The seventh- and eighth-century kingdom of the Hwicce and place-names that definitely or possibly contain the group-name Hwicce, but which are located outside of the bounds of the kingdom; click image for a larger view and see the text below for a key to the names. Note, the names and the kingdom of the Hwicce are set against a reconstruction of a suggested likely coastline during the pre-Viking era (image: C. R. Green).

The above map depicts both the boundaries of the kingdom of the Hwicce and the eight place- and district-names that contain the group-name Hwicce or a similarly formed personal name derived from the group-name and also lie outside of documented territory of the Hwicce.(1) The names in question are as follows:
  1. Witchley Warren/Wicheley Heath—now the name of a farm in Edith Weston parish, Rutland, but originally the name of an extensive common area between Normanton, Edith Weston, Empingham and Ketton, labelled as Wicheley Heath on Speed's 1603–11 map of Rutland, Bowen's 1756 map, and other early maps. Early forms include Wicheslea, Whicchele, Wicheley etc, recorded from 1185 onwards.(2)
  2. Hwicceslea east hundred—first recorded in the Northamptonshire Geld Roll of 1072–8; see further number three, below.
  3. Hwiccleslea west hundred—first recorded in the Northamptonshire Geld Roll of 1072–8. In Domesday Book, both 'Witchley' hundreds were treated as a single unit (Wiceslea Hund', Wicelea Wapent') and included in Northamptonshire, although they are usually believed to have been originally part of the Anglo-Saxon-era Rutland. 'Witchley Hundred' is unrecorded after 1086 and its territory—roughly a third of the total area of Rutland—was subsequently divided into the medieval East Hundred and Wrangdike Hundred of Rutland. The hundred-name Wicelea/Witchley is, needless to say, identical in etymology to nearby Witchley Warren/Wicheley Heath (above)—although the farm currently bearing that name actually lies just outside of both East and Wrangdike hundreds—and Witchley Hundred is believed to be named from the original, extensive Wicheley Heath, with this being the original meeting-place/common for the eleventh-century hundred(s). With regard to the meaning of the name 'Witchley', the apparent genitival ‑s‑ in some of the early forms has led to the suggestion that this name was formed around an unrecorded personal name derived from the group-name Hwicce; however, these genitival forms disappear at an early date and both Cox and Insley suggest that the totality of evidence points rather to an original *Hwicca-lēah/*Hwiccenalēah, 'the woodland of the Hwicce' or similar.(3)

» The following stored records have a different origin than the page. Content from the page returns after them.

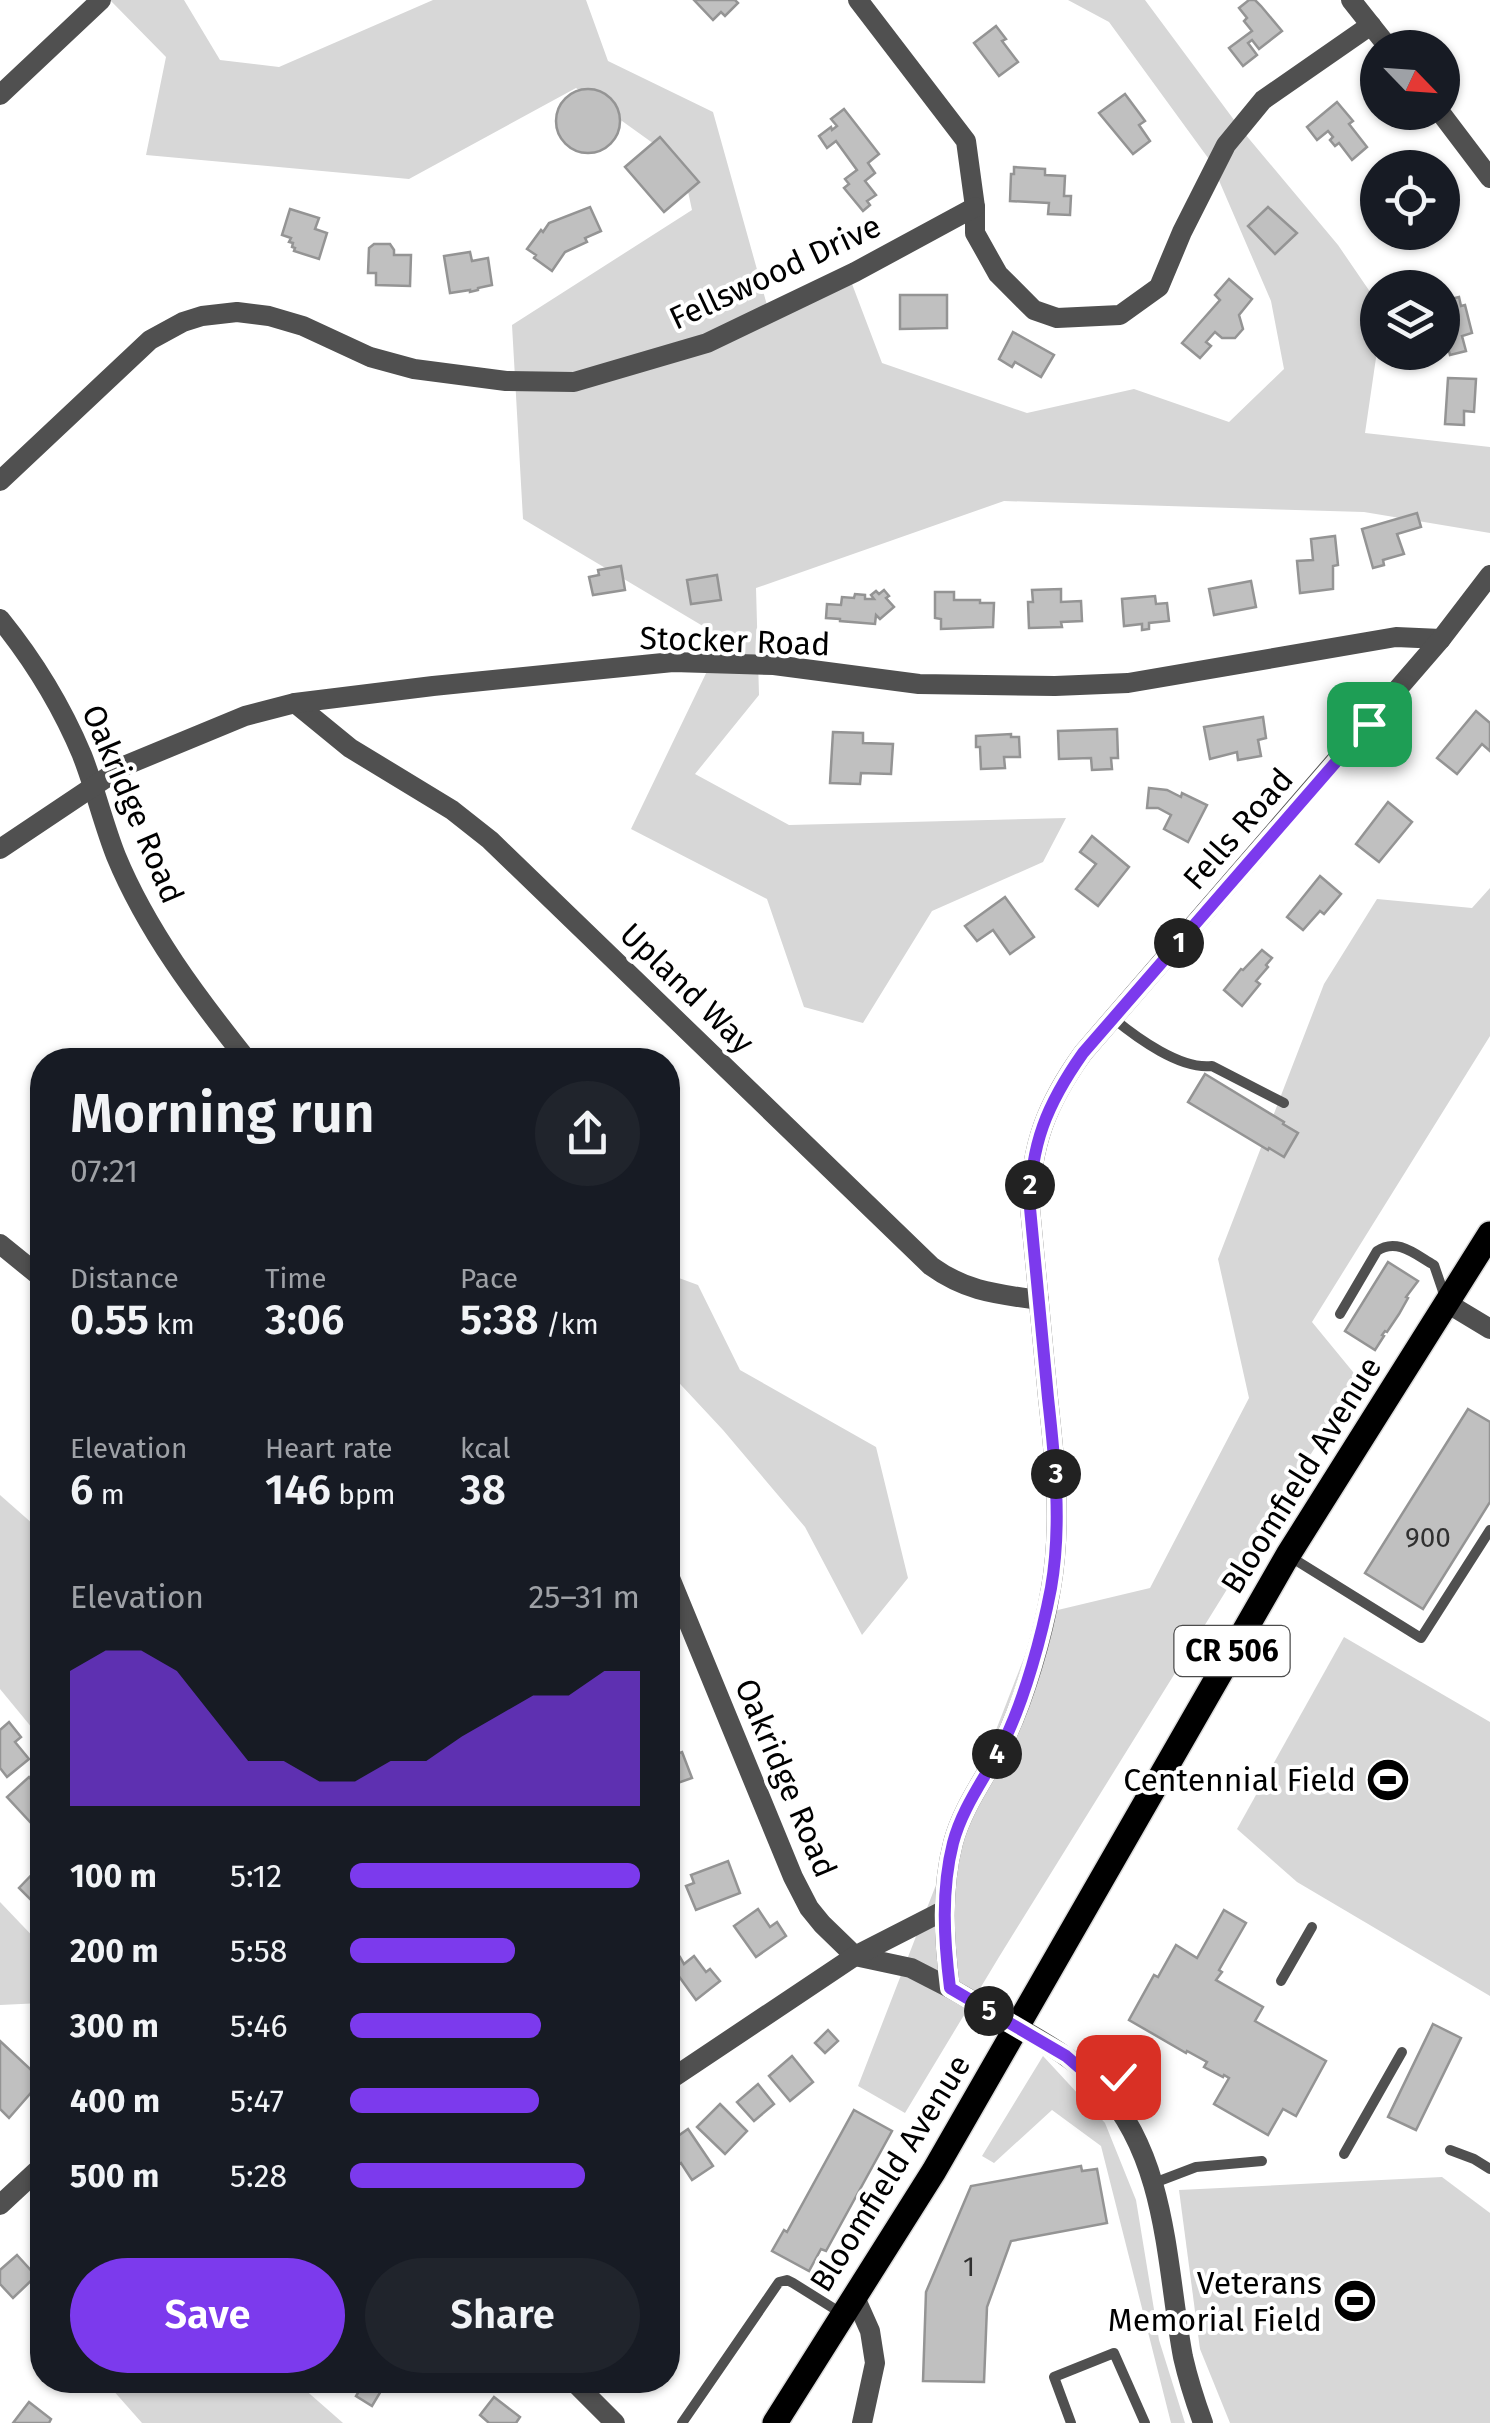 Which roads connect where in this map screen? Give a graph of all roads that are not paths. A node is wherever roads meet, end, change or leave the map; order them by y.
1 (101, 0) edge
2 (858, 0) edge
3 (1351, 0) edge
4 (1371, 25) junction
5 (1375, 30) edge
6 (0, 95) edge
7 (1454, 130) edge
8 (1490, 178) edge
9 (975, 207) junction
10 (0, 481) edge
11 (1487, 584) edge
12 (0, 618) edge
13 (1441, 639) junction
14 (295, 703) junction
15 (93, 787) junction
16 (0, 850) edge
17 (1114, 1019) junction
18 (238, 1048) edge
19 (1284, 1103) dead end
20 (1490, 1234) edge
21 (0, 1244) edge
22 (30, 1268) edge
23 (1039, 1300) junction
24 (1447, 1302) junction
25 (1340, 1314) dead end
26 (1490, 1329) edge
27 (1490, 1530) edge
28 (1288, 1555) junction
29 (680, 1602) edge
30 (945, 1910) junction
31 (1312, 1927) dead end
32 (854, 1956) junction
33 (1281, 1981) dead end
34 (950, 1988) junction
35 (1016, 2026) junction
36 (1402, 2052) dead end
37 (1144, 2054) dead end
38 (680, 2073) edge
39 (1103, 2088) junction
40 (1450, 2150) dead end
41 (1344, 2154) dead end
42 (1262, 2161) dead end
43 (1490, 2169) edge
44 (30, 2177) edge
45 (1154, 2184) junction
46 (0, 2205) edge
47 (848, 2304) junction
48 (585, 2393) edge
49 (616, 2423) edge
50 (682, 2423) edge
51 (775, 2423) edge
52 (862, 2423) edge
53 (1070, 2423) edge
54 (1145, 2423) edge
55 (1203, 2423) edge

1 - 6 street
2 - 9 street
3 - 4 street
4 - 5 street
4 - 9 street
7 - 8 street
9 - 10 street, Fellswood Drive
11 - 13 street, Fells Road
12 - 15 street, Oakridge Road
13 - 14 street, Stocker Road
13 - 17 street, Fells Road
14 - 15 street, Stocker Road
14 - 23 street, Upland Way
15 - 16 street, Stocker Road
15 - 18 street, Oakridge Road
17 - 19 lane
17 - 23 street, Fells Road
20 - 24 main road, Bloomfield Avenue / CR 506
21 - 22 street
23 - 30 street, Fells Road
24 - 25 lane
24 - 26 street
24 - 28 main road, Bloomfield Avenue / CR 506
27 - 28 lane
28 - 35 main road, Bloomfield Avenue / CR 506
29 - 32 street, Oakridge Road
30 - 32 street
30 - 34 street, Fells Road
31 - 33 lane
32 - 34 street
32 - 38 street
34 - 35 street
35 - 39 street
35 - 47 main road, Bloomfield Avenue / CR 506
36 - 41 lane
37 - 39 lane
39 - 45 street
40 - 43 lane
42 - 45 lane
44 - 46 street
45 - 55 street
47 - 50 lane
47 - 51 main road, Bloomfield Avenue / CR 506
47 - 52 street
48 - 49 street
53 - 54 lane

  4. Whissendine—located in the north-west of Rutland, early spellings include Wichingedene (1086), Wissendene (1206), and Wissinden' (1238). This name can be read either as an ‑inga‑ name formed around the above personal-name plus Old English denu, 'valley' or, more likely according to both Cox and Gelling, as an original *Hwiccena-denu, 'valley of the Hwicce'; certainly, the latter suggestion would seem a better fit for the majority of the surviving forms.(4)

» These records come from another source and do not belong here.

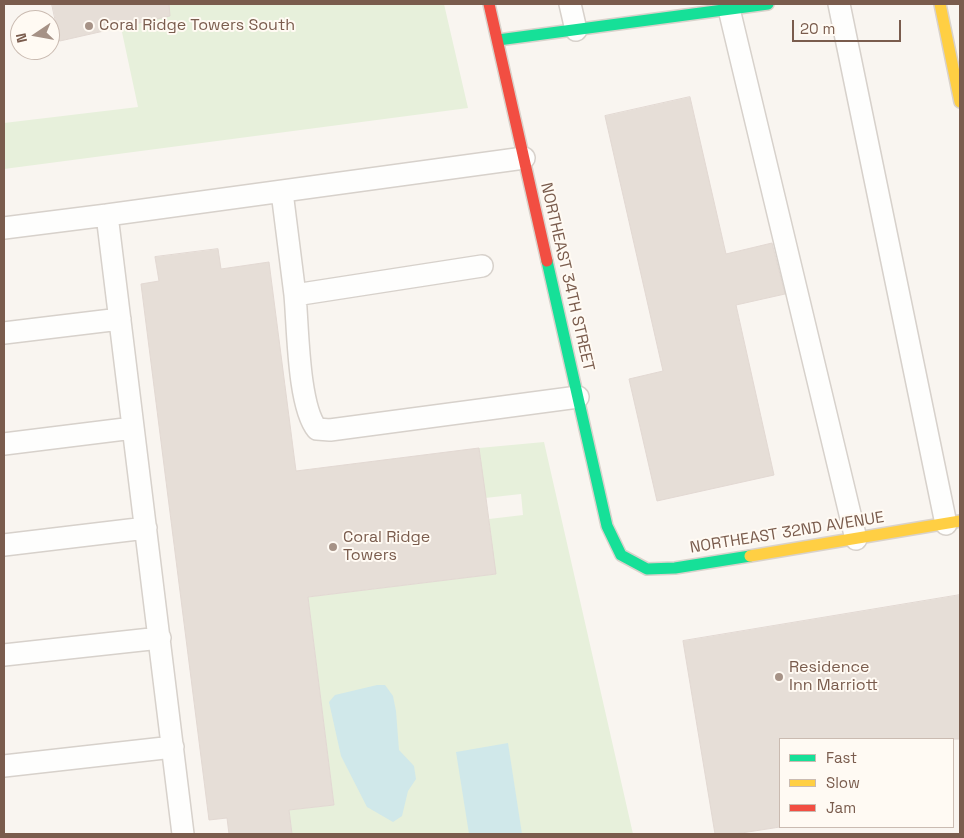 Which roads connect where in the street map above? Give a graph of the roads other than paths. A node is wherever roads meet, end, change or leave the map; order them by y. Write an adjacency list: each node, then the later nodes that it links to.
1 (489, 4): 8 (street, NORTHEAST 34TH STREET)
2 (570, 4): 7 (lane)
3 (762, 4): 6 (street)
4 (840, 4): 21 (lane)
5 (940, 4): 9 (street)
6 (729, 9): 7 (street); 23 (lane)
7 (576, 30): 8 (street)
8 (498, 40): 10 (street, NORTHEAST 34TH STREET)
9 (960, 102)
10 (524, 158): 11 (lane); 18 (street, NORTHEAST 34TH STREET)
11 (282, 192): 12 (lane); 15 (lane)
12 (107, 215): 13 (lane); 16 (lane)
13 (4, 228)
14 (482, 266): 15 (lane)
15 (295, 295): 18 (lane)
16 (120, 318): 17 (lane); 19 (lane)
17 (4, 333)
18 (578, 397): 25 (street, NORTHEAST 34TH STREET)
19 (134, 428): 20 (lane); 22 (lane)
20 (4, 444)
21 (953, 523): 23 (street, NORTHEAST 32ND AVENUE)
22 (146, 528): 24 (lane); 26 (lane)
23 (856, 539): 25 (street, NORTHEAST 32ND AVENUE)
24 (4, 545)
25 (621, 555)
26 (160, 638): 27 (lane); 28 (lane)
27 (4, 655)
28 (173, 747): 29 (lane); 30 (lane)
29 (4, 766)
30 (183, 834)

  5. Wichley Leys—a minor name within Whissendine parish, first recorded in 1861; appears to be identical in meaning to Witchley Warren/Wicheley Heath, above, and is accepted as such by Cox.(5)
  6. Whiston—a parish in Northamptonshire, around 20 miles from the Rutland concentration of names; potentially early forms include Wychenton (974) and Hwiccingtune (974). On the basis of the second form, it is sometimes suggested that this is an ‑ingtūn name formed around an unrecorded personal name derived from the group-name Hwicce, as above; however, it has more recently been noted that the second form is from a late copy of a dubious charter and that this place-name and its other forms are more plausibly explained as reflecting an original *Hwiccenatūn, 'the village/settlement of the Hwicce'.(6)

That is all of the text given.